§ WHAT TO PRODUCE: Reproduce the data below verbatim from the line containing "Write the network" through its final line, and produce nothing more.
═════ RECORDS SUPPLIED
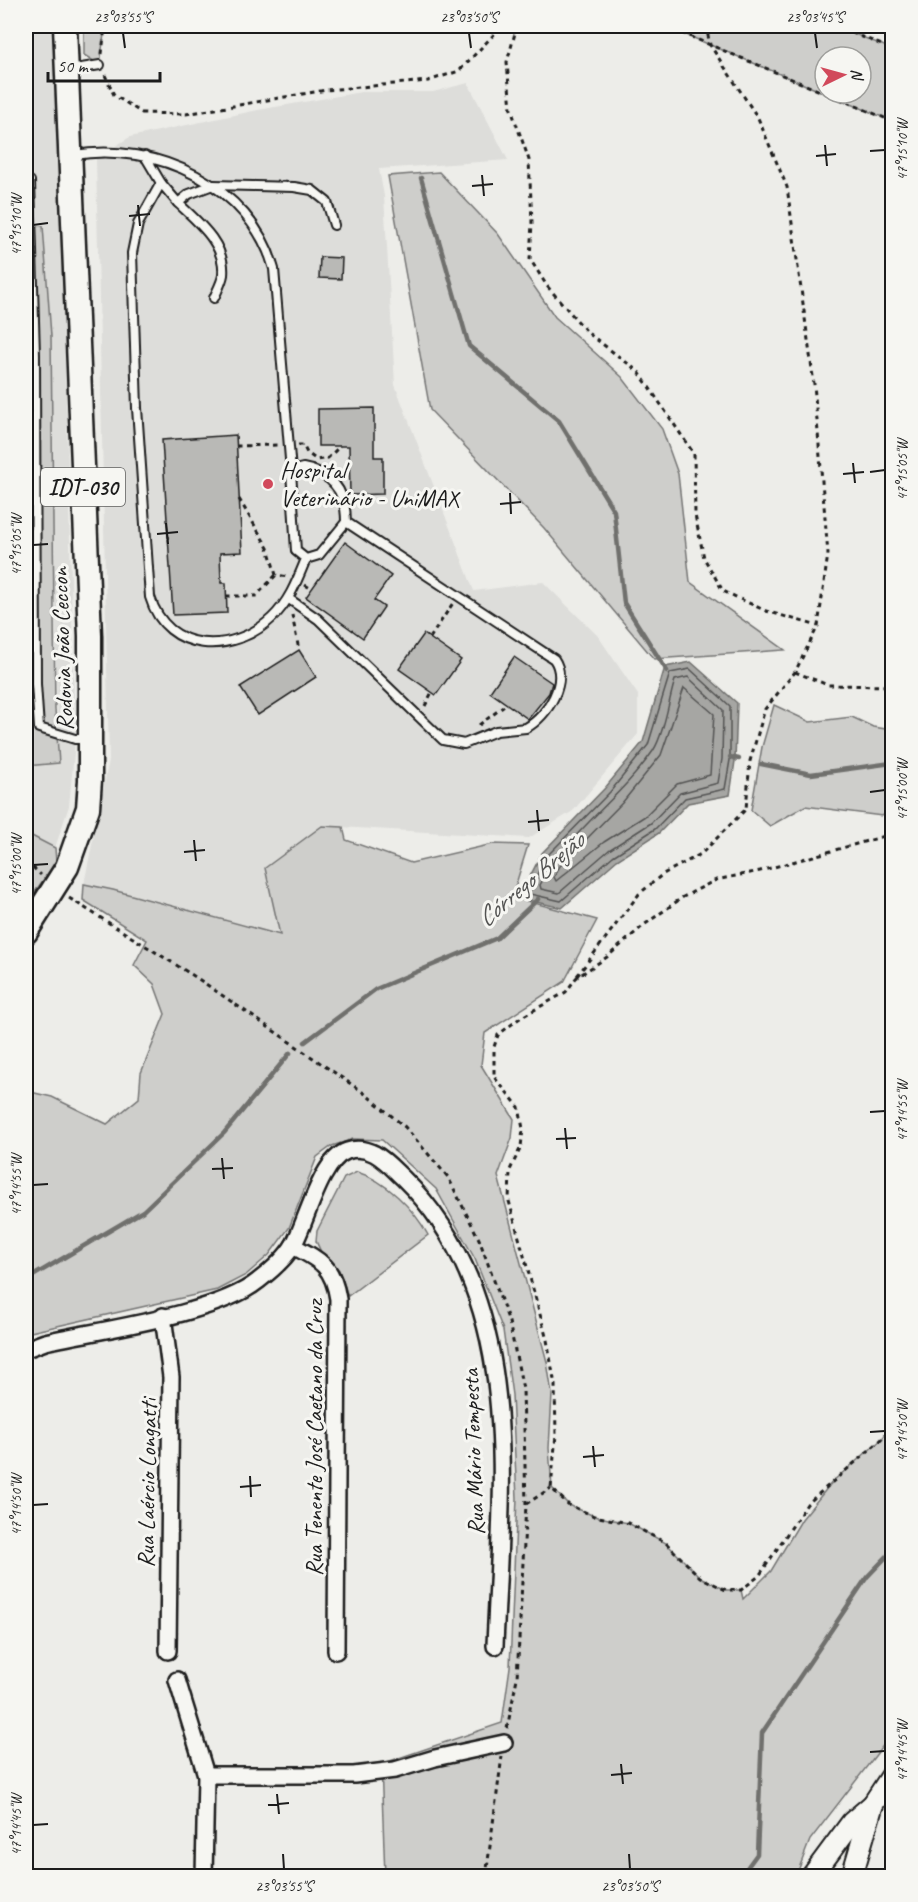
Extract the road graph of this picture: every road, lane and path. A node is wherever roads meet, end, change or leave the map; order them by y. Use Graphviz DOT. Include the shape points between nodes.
graph roads {
  1 [pos="65,26"];
  2 [pos="105,26"];
  3 [pos="502,26"];
  4 [pos="516,26"];
  5 [pos="665,26"];
  6 [pos="706,26"];
  7 [pos="835,26"];
  8 [pos="710,45"];
  9 [pos="892,49"];
  10 [pos="100,65"];
  11 [pos="66,70"];
  12 [pos="892,121"];
  13 [pos="69,155"];
  14 [pos="145,156"];
  15 [pos="30,181"];
  16 [pos="161,183"];
  17 [pos="213,185"];
  18 [pos="178,203"];
  19 [pos="334,225"];
  20 [pos="214,298"];
  21 [pos="291,471"];
  22 [pos="239,499"];
  23 [pos="346,522"];
  24 [pos="306,559"];
  25 [pos="276,575"];
  26 [pos="297,581"];
  27 [pos="312,589"];
  28 [pos="226,596"];
  29 [pos="457,596"];
  30 [pos="289,599"];
  31 [pos="818,626"];
  32 [pos="430,638"];
  33 [pos="298,650"];
  34 [pos="795,672"];
  35 [pos="892,686"];
  36 [pos="507,704"];
  37 [pos="92,740"];
  38 [pos="476,740"];
  39 [pos="892,834"];
  40 [pos="55,888"];
  41 [pos="26,932"];
  42 [pos="576,978"];
  43 [pos="293,1246"];
  44 [pos="163,1316"];
  45 [pos="26,1349"];
  46 [pos="892,1426"];
  47 [pos="551,1488"];
  48 [pos="526,1504"];
  49 [pos="495,1646"];
  50 [pos="336,1651"];
  51 [pos="168,1652"];
  52 [pos="177,1680"];
  53 [pos="504,1743"];
  54 [pos="206,1775"];
  55 [pos="892,1775"];
  56 [pos="873,1804"];
  57 [pos="204,1876"];
  58 [pos="486,1876"];
  59 [pos="812,1876"];
  60 [pos="852,1876"];
  1 -- 11 [label="main road, Rodovia João Ceccon / IDT-030"];
  2 -- 10 [label="path"];
  3 -- 10 [label="path" via="459,71 428,81 326,90 186,114 142,113 114,95"];
  4 -- 31 [label="path" via="507,62 511,109 528,160 530,259 546,286 588,333 639,372 694,454 695,515 704,558 723,591 766,611"];
  5 -- 8 [label="path"];
  6 -- 8 [label="path"];
  7 -- 9 [label="path"];
  8 -- 12 [label="path"];
  8 -- 31 [label="path" via="758,118 787,187 814,384 828,554"];
  10 -- 11 [label="lane"];
  11 -- 13 [label="main road, Rodovia João Ceccon / IDT-030"];
  13 -- 14 [label="lane" via="107,151"];
  13 -- 37 [label="main road, Rodovia João Ceccon / IDT-030"];
  14 -- 16 [label="lane"];
  14 -- 17 [label="lane"];
  15 -- 37 [label="lane" via="39,728"];
  16 -- 18 [label="lane"];
  16 -- 30 [label="lane" via="138,224 132,253 137,408 152,604 164,625 177,636 216,643 261,628"];
  17 -- 18 [label="lane"];
  17 -- 19 [label="lane" via="312,190 327,202"];
  17 -- 21 [label="lane" via="240,206 259,232 274,269"];
  18 -- 20 [label="lane" via="204,227 219,250 223,276"];
  21 -- 23 [label="lane" via="313,470 333,481 344,500"];
  21 -- 24 [label="lane" via="294,545"];
  22 -- 25 [label="path" via="268,548"];
  23 -- 24 [label="lane" via="319,555"];
  23 -- 29 [label="lane"];
  24 -- 26 [label="lane"];
  25 -- 26 [label="path"];
  25 -- 28 [label="path" via="256,596"];
  26 -- 27 [label="path"];
  26 -- 30 [label="lane"];
  29 -- 32 [label="path"];
  29 -- 38 [label="lane" via="554,659 561,673 556,692 530,726 496,731"];
  30 -- 33 [label="path"];
  30 -- 38 [label="lane" via="318,619 437,736 458,744"];
  31 -- 34 [label="path"];
  34 -- 35 [label="path" via="828,686"];
  34 -- 42 [label="path" via="765,709 750,761 746,809 701,854 663,874 639,894"];
  36 -- 38 [label="path" via="479,725"];
  37 -- 40 [label="main road, Rodovia João Ceccon / IDT-030" via="88,808"];
  39 -- 42 [label="path" via="716,880 683,897"];
  40 -- 41 [label="main road, Rodovia João Ceccon / IDT-030"];
  40 -- 48 [label="path" via="197,978 364,1093 405,1127 448,1177 479,1239 509,1322 523,1389"];
  42 -- 47 [label="path" via="566,992 498,1035 493,1061 494,1077 519,1107 523,1129 521,1147 510,1170 509,1201 555,1384"];
  43 -- 44 [label="street, Rua Mário Tempesta" via="246,1290"];
  43 -- 49 [label="street, Rua Mário Tempesta" via="325,1172 347,1151 370,1151 383,1158 438,1217 482,1311 499,1404 501,1493"];
  43 -- 50 [label="street, Rua Tenente José Caetano da Cruz" via="332,1273 338,1299"];
  44 -- 45 [label="street, Rua Mário Tempesta"];
  44 -- 51 [label="street, Rua Laércio Longatti" via="171,1377"];
  46 -- 47 [label="path" via="807,1504 759,1576 741,1590 726,1590 700,1577 666,1543 628,1523 594,1516 569,1505"];
  47 -- 48 [label="path"];
  48 -- 53 [label="path" via="517,1678"];
  52 -- 54 [label="street"];
  53 -- 54 [label="street" via="395,1770 354,1775"];
  53 -- 58 [label="path"];
  54 -- 57 [label="street"];
  55 -- 56 [label="street"];
  56 -- 59 [label="street" via="852,1822"];
  56 -- 60 [label="street"];
}
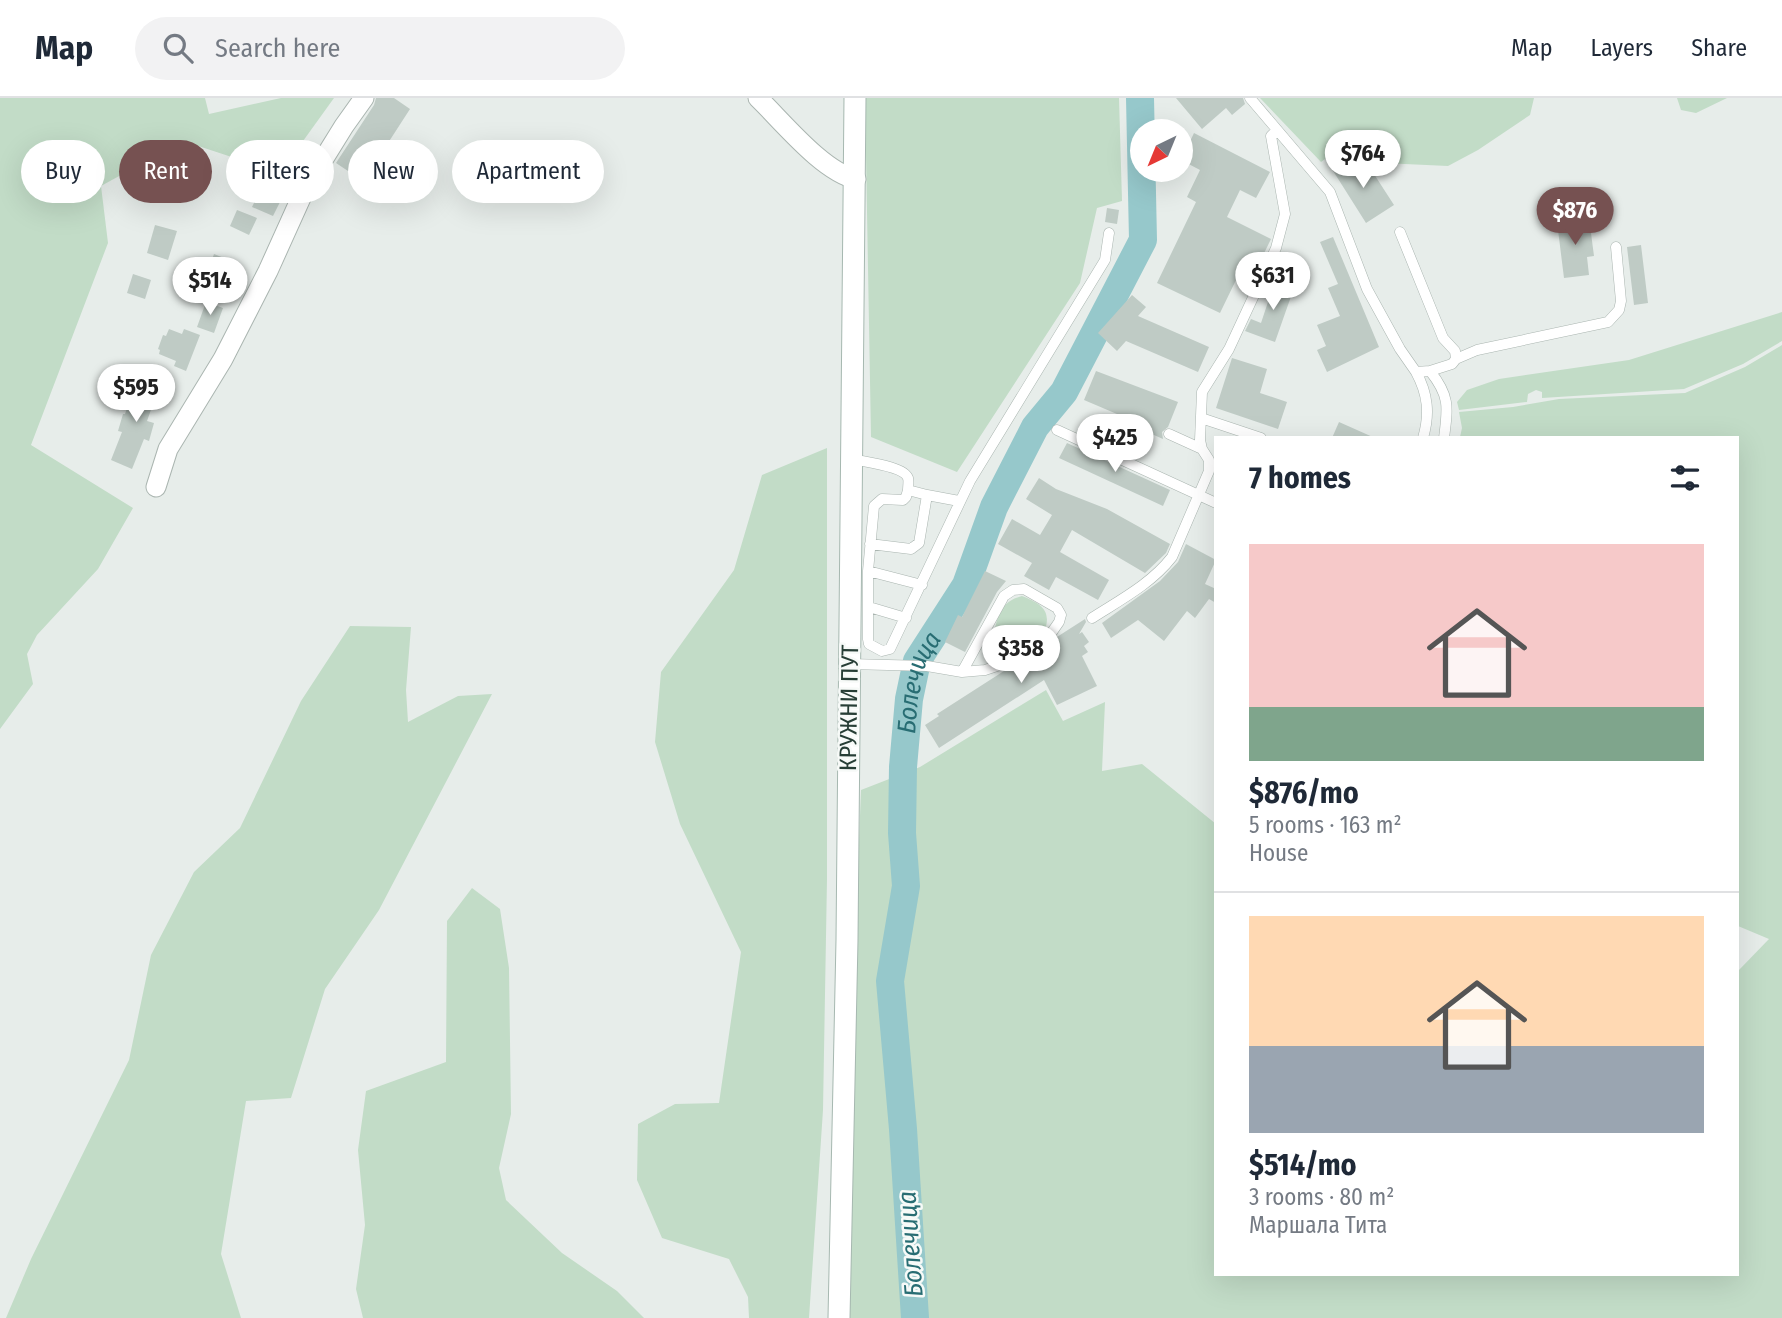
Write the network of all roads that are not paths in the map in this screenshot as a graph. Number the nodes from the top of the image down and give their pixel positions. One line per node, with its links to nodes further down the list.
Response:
1 (364, 98): 21 (street)
2 (758, 98): 6 (street)
3 (855, 98): 6 (main road, КРУЖНИ ПУТ)
4 (1250, 98): 5 (lane)
5 (1277, 130): 12 (lane); 13 (lane)
6 (856, 179): 20 (main road, КРУЖНИ ПУТ)
7 (1400, 232): 10 (lane)
8 (1109, 233): 25 (lane)
9 (1616, 247): 10 (lane)
10 (1456, 359): 11 (lane)
11 (1430, 371): 12 (lane); 18 (lane)
12 (1416, 372): 17 (lane)
13 (1201, 418): 16 (lane); 19 (lane)
14 (1057, 430): 24 (lane)
15 (1169, 435): 19 (lane)
16 (1255, 436)
17 (1423, 436)
18 (1444, 436)
19 (1202, 449): 24 (lane)
20 (852, 459): 22 (lane); 33 (main road, КРУЖНИ ПУТ)
21 (156, 487)
22 (908, 490): 23 (lane); 27 (lane)
23 (927, 495): 25 (lane); 27 (lane)
24 (1199, 495): 26 (lane); 32 (lane)
25 (959, 501): 29 (lane)
26 (1214, 502)
27 (870, 544): 28 (lane)
28 (868, 571): 29 (lane); 30 (lane)
29 (922, 585): 31 (lane)
30 (869, 607): 31 (lane); 31 (lane)
31 (906, 618)
32 (1092, 618)
33 (849, 664): 34 (lane); 35 (main road, КРУЖНИ ПУТ)
34 (962, 672): 34 (lane)
35 (839, 1318)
══════════
§ THE ANSWER:
Write the network of all roads that are not paths in the map in this screenshot as a graph. Number the nodes from the top of the image down and give their pixel positions. One line per node, with its links to nodes further down the list.
Response:
1 (364, 98): 21 (street)
2 (758, 98): 6 (street)
3 (855, 98): 6 (main road, КРУЖНИ ПУТ)
4 (1250, 98): 5 (lane)
5 (1277, 130): 12 (lane); 13 (lane)
6 (856, 179): 20 (main road, КРУЖНИ ПУТ)
7 (1400, 232): 10 (lane)
8 (1109, 233): 25 (lane)
9 (1616, 247): 10 (lane)
10 (1456, 359): 11 (lane)
11 (1430, 371): 12 (lane); 18 (lane)
12 (1416, 372): 17 (lane)
13 (1201, 418): 16 (lane); 19 (lane)
14 (1057, 430): 24 (lane)
15 (1169, 435): 19 (lane)
16 (1255, 436)
17 (1423, 436)
18 (1444, 436)
19 (1202, 449): 24 (lane)
20 (852, 459): 22 (lane); 33 (main road, КРУЖНИ ПУТ)
21 (156, 487)
22 (908, 490): 23 (lane); 27 (lane)
23 (927, 495): 25 (lane); 27 (lane)
24 (1199, 495): 26 (lane); 32 (lane)
25 (959, 501): 29 (lane)
26 (1214, 502)
27 (870, 544): 28 (lane)
28 (868, 571): 29 (lane); 30 (lane)
29 (922, 585): 31 (lane)
30 (869, 607): 31 (lane); 31 (lane)
31 (906, 618)
32 (1092, 618)
33 (849, 664): 34 (lane); 35 (main road, КРУЖНИ ПУТ)
34 (962, 672): 34 (lane)
35 (839, 1318)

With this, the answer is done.